Some delay associated with the interlocutory appeal and the automatic stay is of course inevitable. The Legislature has made that choice, and the judiciary will honor it. Yet the courts are not without mitigating tools. Appellate courts are perfectly capable of acting quickly on motions to expedite an interlocutory appeal if the delay occasioned by the automatic stay threatens real harm. And courts at all levels are empowered to impose appropriate sanctions on any party, including the government, that wastes the resources of the courts and opposing parties with frivolous or bad faith arguments. Courts are not empowered, however, to deny the government its statutory appellate rights, which are part of the deal the Legislature made when it consented to the courts’ exercise of jurisdiction over the government in the first place. In many instances (although perhaps not the one before us today), the extraordinary rights granted to the government by section 51.014(a)(8) are essentially conditions on the legislative consent to suit without which the litigation cannot proceed at all. Bypassing those rights for the sake of judicial efficiency is thus more than a garden-variety procedural error. By violating the conditions under which the sovereign has agreed to submit to the courts’ jurisdiction, a court commits the very sort of error section 51.014(a)(8) guards against.
Again, we recognize that this framework is not immune from strategic exploitation. A governmental unit intent on delay may file a plea to the jurisdiction for just that purpose, secure in the knowledge that even a denial will trigger an automatic stay pending interlocutory appeal. The potential for abuse is real, and appellate courts confronted with such appeals should resolve them with the dispatch the circumstances demand, particularly in expedited proceedings where delay is most costly. But until the Legislature decides otherwise, swift resolution on appeal coupled with the possibility of sanctions in egregious instances—not a trial court's strategic refusal to rule—are the procedurally proper safeguards against abuse.
B.
The State's notice of appeal contended that the district court implicitly denied the plea to the jurisdiction “by calling the matter to trial on the merits.” On this theory, a court's decision to proceed to trial over a jurisdictional objection is itself the “order” that “denies” the plea. The court of appeals rejected that theory. 722 S.W.3d at 53–54. So do we.
The plain meaning of the words “order of a district court” that “grants or denies a plea to the jurisdiction” does not include a situation where the district court (1) issues no order and (2) “steadfastly” and “explicitly” refuses to grant or deny the plea. The district court here did not implicitly rule on the plea; it explicitly refused to rule at all. It stressed that it had neither “explicitly” nor “implicit[ly]” ruled on the plea. And under the statute's plain terms, if there is no order, there can be no appeal—even if the absence of an order is calculated to frustrate the government's appellate rights. A court's refusal to grant or deny a plea to the jurisdiction, even if erroneous and improperly motivated, simply is not an “order of a district court” that “grants or denies a plea to the jurisdiction.”

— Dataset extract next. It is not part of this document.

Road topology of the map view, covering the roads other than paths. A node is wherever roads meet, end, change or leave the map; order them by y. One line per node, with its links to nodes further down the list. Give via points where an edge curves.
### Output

Nor does precedent indicate otherwise. The State relies on Thomas v. Long, 207 S.W.3d 334 (Tex. 2006), in which the government challenged subject-matter jurisdiction alongside the merits in a motion for summary judgment, id. at 337. The court granted partial summary judgment on the merits against the governmental unit without addressing the jurisdictional issue. Id. This Court held that “[b]y ruling on the merits ․ the trial court necessarily denied [the] challenge to the court's jurisdiction.” Id. at 340 (emphasis added).

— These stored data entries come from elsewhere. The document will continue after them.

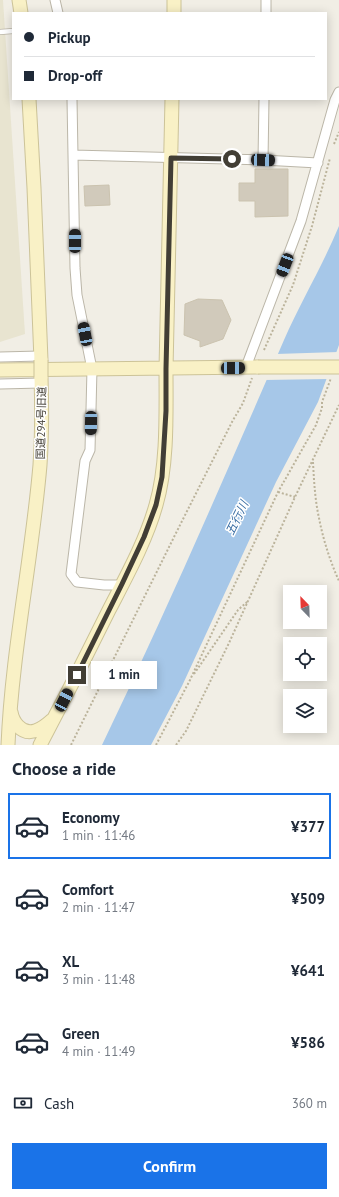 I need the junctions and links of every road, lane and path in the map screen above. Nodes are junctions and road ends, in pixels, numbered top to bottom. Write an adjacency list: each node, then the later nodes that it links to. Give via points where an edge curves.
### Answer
1 (19, 0): 5 (street)
2 (55, 0): 6 (street)
3 (174, 0): 7 (street)
4 (266, 0): 8 (street)
5 (21, 12)
6 (58, 12)
7 (174, 12)
8 (266, 12)
9 (12, 31): 10 (lane)
10 (0, 32)
11 (339, 92): 19 (street)
12 (29, 100): 21 (street, 国道294号旧道)
13 (72, 100): 16 (street)
14 (172, 100): 17 (street)
15 (264, 100): 18 (street)
16 (73, 155): 17 (street); 22 (street, via 75,268)
17 (171, 158): 18 (street); 23 (street)
18 (263, 160): 19 (street)
19 (318, 163): 25 (street)
20 (0, 357): 21 (street)
21 (40, 358): 27 (street, 国道294号旧道, bridge)
22 (92, 369): 23 (street); 24 (street); 34 (street, via 90,450 85,461 71,574 77,582)
23 (166, 369): 25 (street); 34 (street, via 164,446 158,498 144,537)
24 (0, 370)
25 (252, 371): 26 (street, bridge); 41 (path, via 243,403)
26 (335, 371): 31 (path, via 316,425)
27 (41, 380): 28 (street); 37 (street, 国道294号旧道, via 40,464)
28 (0, 384)
29 (339, 405): 30 (path)
30 (312, 461): 32 (path); 33 (path, via 319,519)
31 (278, 492): 32 (path); 36 (path)
32 (295, 497): 35 (path)
33 (339, 580)
34 (122, 584): 38 (street)
35 (249, 600): 36 (path, via 238,610); 43 (path, via 186,730)
36 (190, 680): 42 (path)
37 (10, 706): 38 (street, via 16,724 28,733 42,728); 39 (street, 国道294号旧道)
38 (57, 713): 40 (street)
39 (8, 745)
40 (40, 745)
41 (71, 745)
42 (156, 745)
43 (176, 745)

Three distinctions are readily apparent. First, in Thomas there was a written and signed order on a motion that, while not styled as a plea to the jurisdiction, nevertheless contained a jurisdictional challenge. Second, there was no comparable statement from the district court in Thomas that it was not ruling on the jurisdictional issue. Third, in Thomas there was a ruling on the merits, which we held necessarily entailed a rejection of jurisdictional impediments to that ruling. There was thus nothing in Thomas to negate the natural inference that the court had in fact considered and rejected the jurisdictional challenge before making a merits ruling. Here, that inference is impossible to sustain: the court “steadfastly” maintained that it was not granting or denying the plea, either explicitly or implicitly. There is no ruling on the merits, and there is no ruling on jurisdiction. There is only a “steadfast” and “explicit” refusal to rule.

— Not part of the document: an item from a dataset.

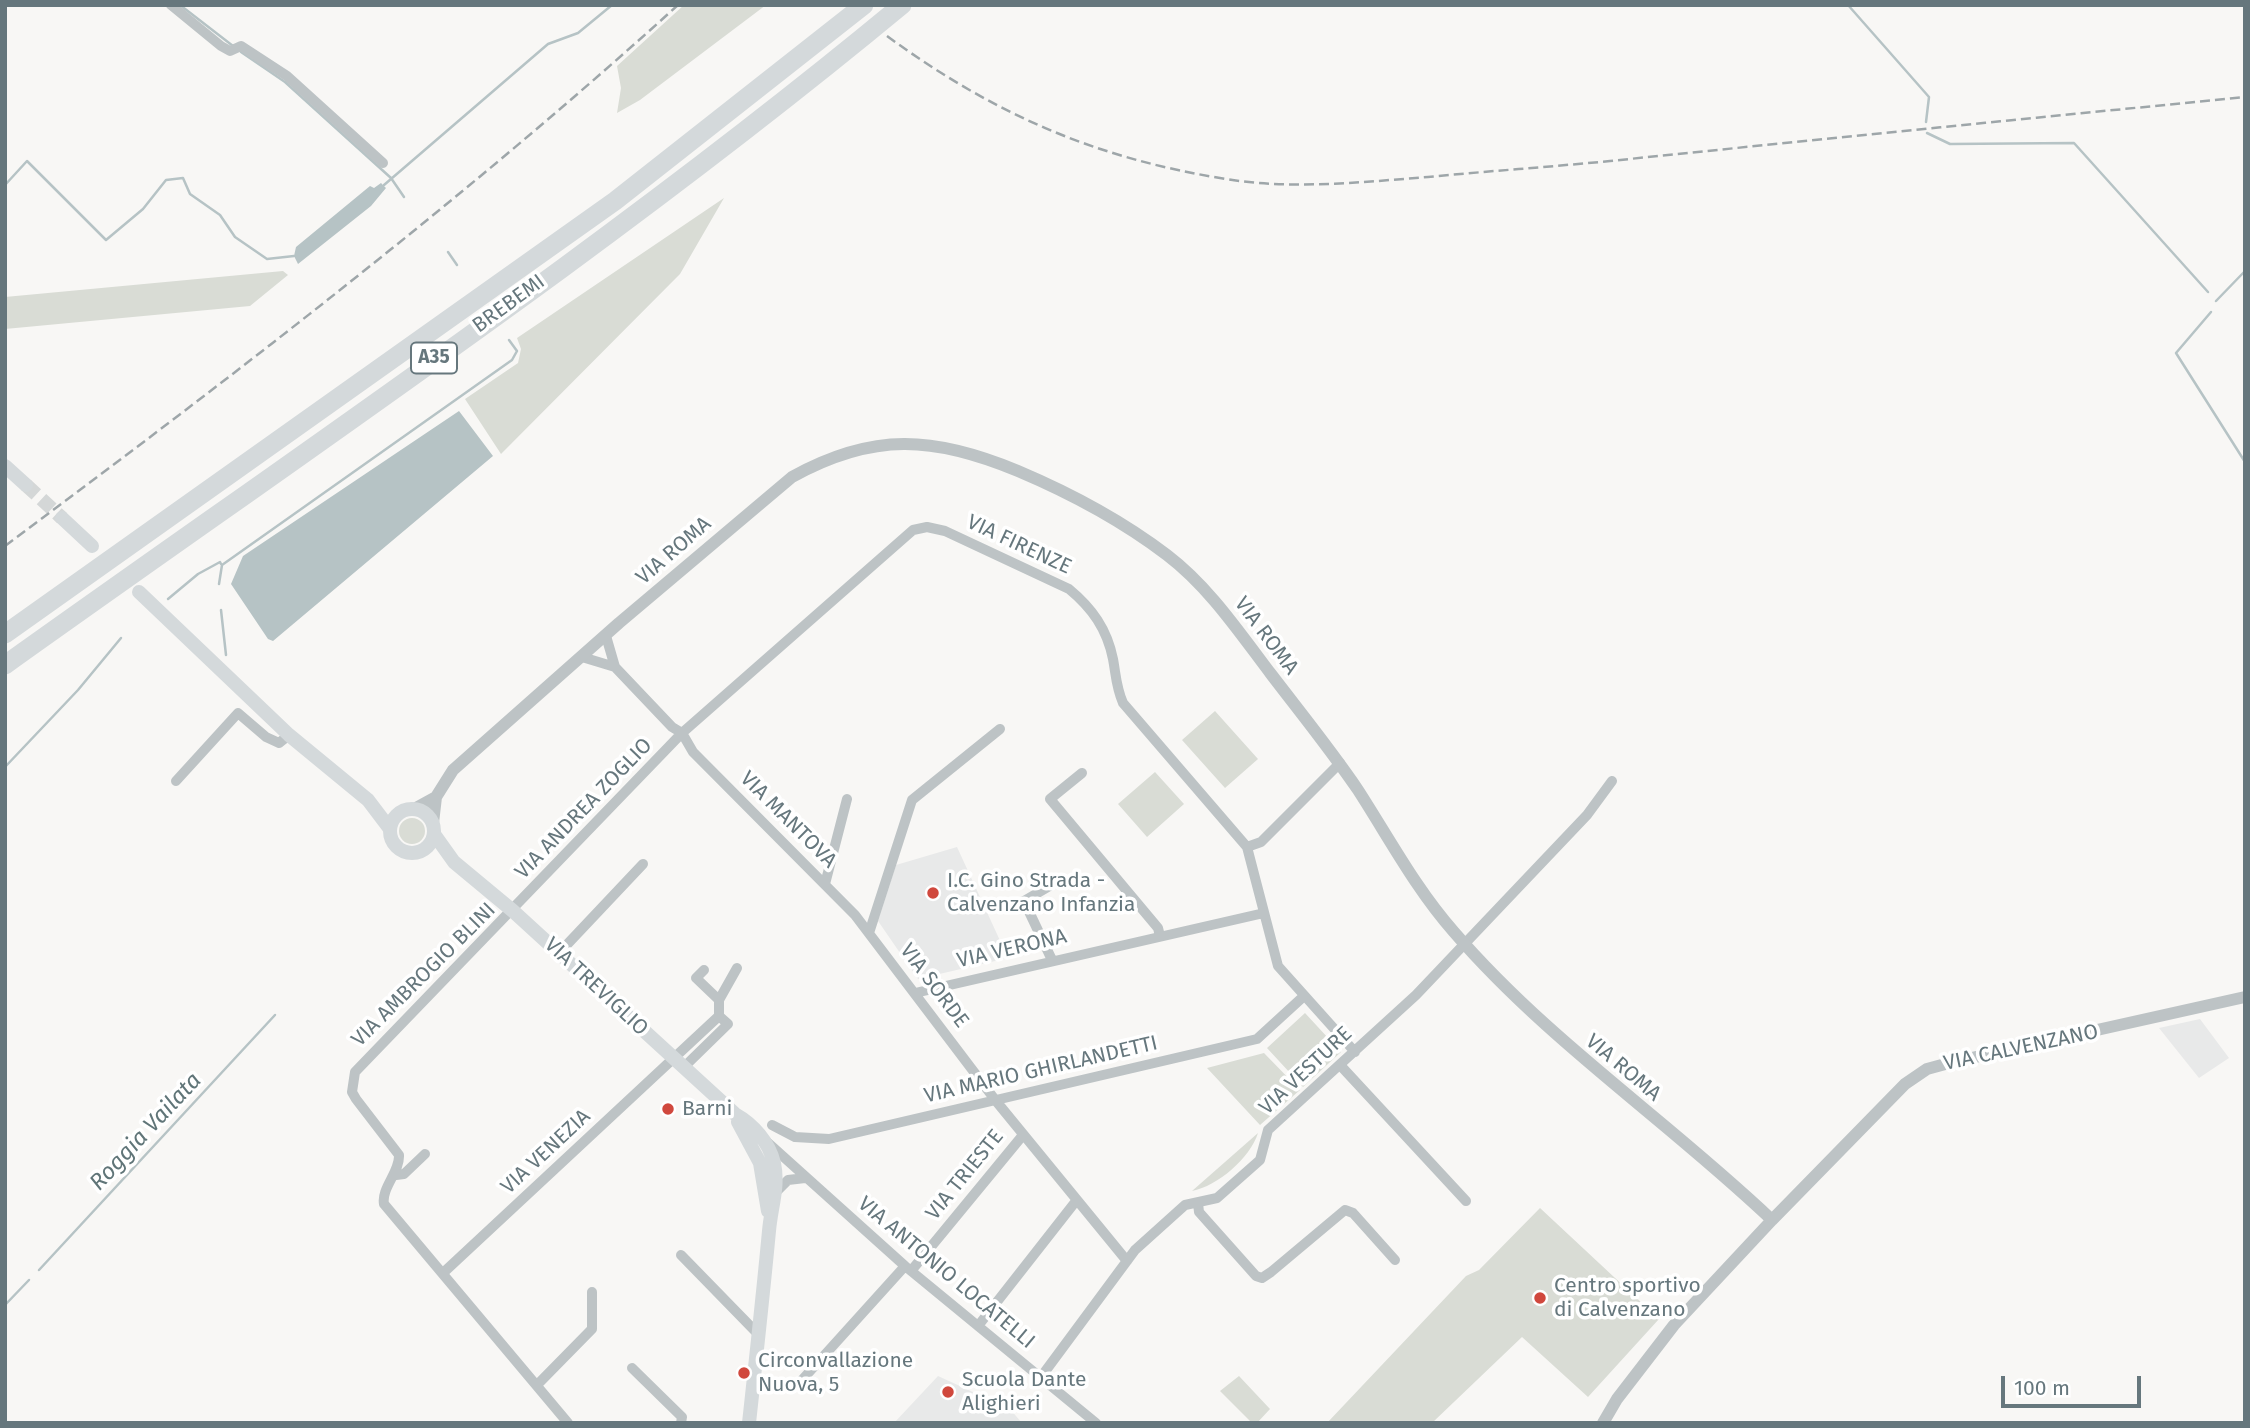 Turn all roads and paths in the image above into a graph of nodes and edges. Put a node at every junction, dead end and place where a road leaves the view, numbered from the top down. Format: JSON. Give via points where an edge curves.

Even if Thomas were more like this case, it would not trump section 51.014(a)(8)’s text. There is no escaping the definitional defect in the State's position: A district court's refusal to issue an order granting or denying a plea to the jurisdiction is not an “order of a district court” that “grants or denies a plea to the jurisdiction.” Tex. Civ. Prac. & Rem. Code § 51.014(a)(8). To be sure, a court's refusal to render an order may function as a denial in practice. But the statute requires an “order,” not a functional equivalent. In theory, perhaps, we could “deem” a non-order to be an order, just as we could deem black to be white or up to be down, were we so inclined. That would not make it so. The remedy for a trial court's refusal to address jurisdiction is not for an appellate court to exceed its own.
C.
Rather than manufacture appellate jurisdiction in the absence of an order, we conclude that mandamus is an appropriate remedy when a trial court's improper refusal to rule on a governmental unit's jurisdictional argument deprives a litigant of its right to interlocutory review. “Mandamus relief is appropriate when a petitioner demonstrates a clear abuse of discretion and has no adequate remedy by appeal.” In re Geomet Recycling LLC, 578 S.W.3d 82, 91 (Tex. 2019). Both elements are satisfied here.
First, as discussed above, a trial court abuses its discretion when it proceeds to the merits despite an unresolved challenge to its authority to do so. See Rattray, 662 S.W.3d at 869; Miranda, 133 S.W.3d at 226. A court's duty to resolve challenges to its authority before exercising that authority does not yield to the court's sense of what would be more convenient or efficient. Nor does it turn on the court's assessment of the challenger's motive. It may sometimes appear that a jurisdictional challenge is aimed more at delay than at a genuine question about the court's power. But a jurisdictional challenge either has merit or it doesn't, and that question does not change with the challenger's reasons for raising it. If the plea lacks merit, the court's task is no different than with any other losing argument: deny it, and let the chips fall where they may. That the Legislature has attached particular consequences to the denial of a governmental unit's plea—an interlocutory appeal and an automatic stay—does not alter the analysis. Those consequences are not the trial court's to weigh, and they are certainly not its to circumvent.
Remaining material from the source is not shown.